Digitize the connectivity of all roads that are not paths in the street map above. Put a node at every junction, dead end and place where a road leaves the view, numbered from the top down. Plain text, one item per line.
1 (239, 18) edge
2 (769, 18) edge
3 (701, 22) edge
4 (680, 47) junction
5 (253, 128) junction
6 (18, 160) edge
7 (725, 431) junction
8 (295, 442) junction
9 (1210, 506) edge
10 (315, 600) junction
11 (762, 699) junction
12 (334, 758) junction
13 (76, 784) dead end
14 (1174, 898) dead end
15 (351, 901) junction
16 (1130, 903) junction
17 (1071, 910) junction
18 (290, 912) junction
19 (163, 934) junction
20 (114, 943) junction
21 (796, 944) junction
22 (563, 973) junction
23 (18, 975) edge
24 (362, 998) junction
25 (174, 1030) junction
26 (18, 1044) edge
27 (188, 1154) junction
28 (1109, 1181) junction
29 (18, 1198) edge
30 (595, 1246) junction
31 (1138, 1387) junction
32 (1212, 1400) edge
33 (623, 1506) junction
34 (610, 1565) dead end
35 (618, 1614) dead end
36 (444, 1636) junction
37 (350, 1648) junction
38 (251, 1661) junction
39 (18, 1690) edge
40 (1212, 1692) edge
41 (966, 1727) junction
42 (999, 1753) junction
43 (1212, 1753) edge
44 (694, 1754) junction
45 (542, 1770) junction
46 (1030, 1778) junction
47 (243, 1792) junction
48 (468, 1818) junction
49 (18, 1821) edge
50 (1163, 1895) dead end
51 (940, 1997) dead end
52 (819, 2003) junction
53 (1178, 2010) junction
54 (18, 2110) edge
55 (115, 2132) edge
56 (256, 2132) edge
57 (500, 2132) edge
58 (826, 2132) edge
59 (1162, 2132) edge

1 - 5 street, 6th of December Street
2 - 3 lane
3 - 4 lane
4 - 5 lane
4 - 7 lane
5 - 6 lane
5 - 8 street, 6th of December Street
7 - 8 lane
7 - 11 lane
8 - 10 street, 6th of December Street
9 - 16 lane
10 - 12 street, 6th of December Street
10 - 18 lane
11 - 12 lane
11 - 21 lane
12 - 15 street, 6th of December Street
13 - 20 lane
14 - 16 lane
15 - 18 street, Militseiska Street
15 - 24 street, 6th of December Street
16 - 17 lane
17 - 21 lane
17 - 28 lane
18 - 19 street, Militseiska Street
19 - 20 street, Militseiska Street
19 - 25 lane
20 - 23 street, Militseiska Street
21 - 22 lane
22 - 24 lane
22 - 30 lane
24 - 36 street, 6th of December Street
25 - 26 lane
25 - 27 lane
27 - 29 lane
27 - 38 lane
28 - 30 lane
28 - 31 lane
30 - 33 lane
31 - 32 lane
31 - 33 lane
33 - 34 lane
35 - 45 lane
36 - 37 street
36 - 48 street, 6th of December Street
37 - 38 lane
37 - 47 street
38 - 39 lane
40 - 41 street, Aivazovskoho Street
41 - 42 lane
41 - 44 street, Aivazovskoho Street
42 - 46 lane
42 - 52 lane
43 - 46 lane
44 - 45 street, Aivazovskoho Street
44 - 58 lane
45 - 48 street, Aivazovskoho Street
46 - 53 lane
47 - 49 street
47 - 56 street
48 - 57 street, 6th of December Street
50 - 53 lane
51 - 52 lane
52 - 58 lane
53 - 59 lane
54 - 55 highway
+ + + + +
## What the exercise asks
All entries should be given again precisely as they appear above.

## Your solution
Digitize the connectivity of all roads that are not paths in the street map above. Put a node at every junction, dead end and place where a road leaves the view, numbered from the top down. Plain text, one item per line.
1 (239, 18) edge
2 (769, 18) edge
3 (701, 22) edge
4 (680, 47) junction
5 (253, 128) junction
6 (18, 160) edge
7 (725, 431) junction
8 (295, 442) junction
9 (1210, 506) edge
10 (315, 600) junction
11 (762, 699) junction
12 (334, 758) junction
13 (76, 784) dead end
14 (1174, 898) dead end
15 (351, 901) junction
16 (1130, 903) junction
17 (1071, 910) junction
18 (290, 912) junction
19 (163, 934) junction
20 (114, 943) junction
21 (796, 944) junction
22 (563, 973) junction
23 (18, 975) edge
24 (362, 998) junction
25 (174, 1030) junction
26 (18, 1044) edge
27 (188, 1154) junction
28 (1109, 1181) junction
29 (18, 1198) edge
30 (595, 1246) junction
31 (1138, 1387) junction
32 (1212, 1400) edge
33 (623, 1506) junction
34 (610, 1565) dead end
35 (618, 1614) dead end
36 (444, 1636) junction
37 (350, 1648) junction
38 (251, 1661) junction
39 (18, 1690) edge
40 (1212, 1692) edge
41 (966, 1727) junction
42 (999, 1753) junction
43 (1212, 1753) edge
44 (694, 1754) junction
45 (542, 1770) junction
46 (1030, 1778) junction
47 (243, 1792) junction
48 (468, 1818) junction
49 (18, 1821) edge
50 (1163, 1895) dead end
51 (940, 1997) dead end
52 (819, 2003) junction
53 (1178, 2010) junction
54 (18, 2110) edge
55 (115, 2132) edge
56 (256, 2132) edge
57 (500, 2132) edge
58 (826, 2132) edge
59 (1162, 2132) edge

1 - 5 street, 6th of December Street
2 - 3 lane
3 - 4 lane
4 - 5 lane
4 - 7 lane
5 - 6 lane
5 - 8 street, 6th of December Street
7 - 8 lane
7 - 11 lane
8 - 10 street, 6th of December Street
9 - 16 lane
10 - 12 street, 6th of December Street
10 - 18 lane
11 - 12 lane
11 - 21 lane
12 - 15 street, 6th of December Street
13 - 20 lane
14 - 16 lane
15 - 18 street, Militseiska Street
15 - 24 street, 6th of December Street
16 - 17 lane
17 - 21 lane
17 - 28 lane
18 - 19 street, Militseiska Street
19 - 20 street, Militseiska Street
19 - 25 lane
20 - 23 street, Militseiska Street
21 - 22 lane
22 - 24 lane
22 - 30 lane
24 - 36 street, 6th of December Street
25 - 26 lane
25 - 27 lane
27 - 29 lane
27 - 38 lane
28 - 30 lane
28 - 31 lane
30 - 33 lane
31 - 32 lane
31 - 33 lane
33 - 34 lane
35 - 45 lane
36 - 37 street
36 - 48 street, 6th of December Street
37 - 38 lane
37 - 47 street
38 - 39 lane
40 - 41 street, Aivazovskoho Street
41 - 42 lane
41 - 44 street, Aivazovskoho Street
42 - 46 lane
42 - 52 lane
43 - 46 lane
44 - 45 street, Aivazovskoho Street
44 - 58 lane
45 - 48 street, Aivazovskoho Street
46 - 53 lane
47 - 49 street
47 - 56 street
48 - 57 street, 6th of December Street
50 - 53 lane
51 - 52 lane
52 - 58 lane
53 - 59 lane
54 - 55 highway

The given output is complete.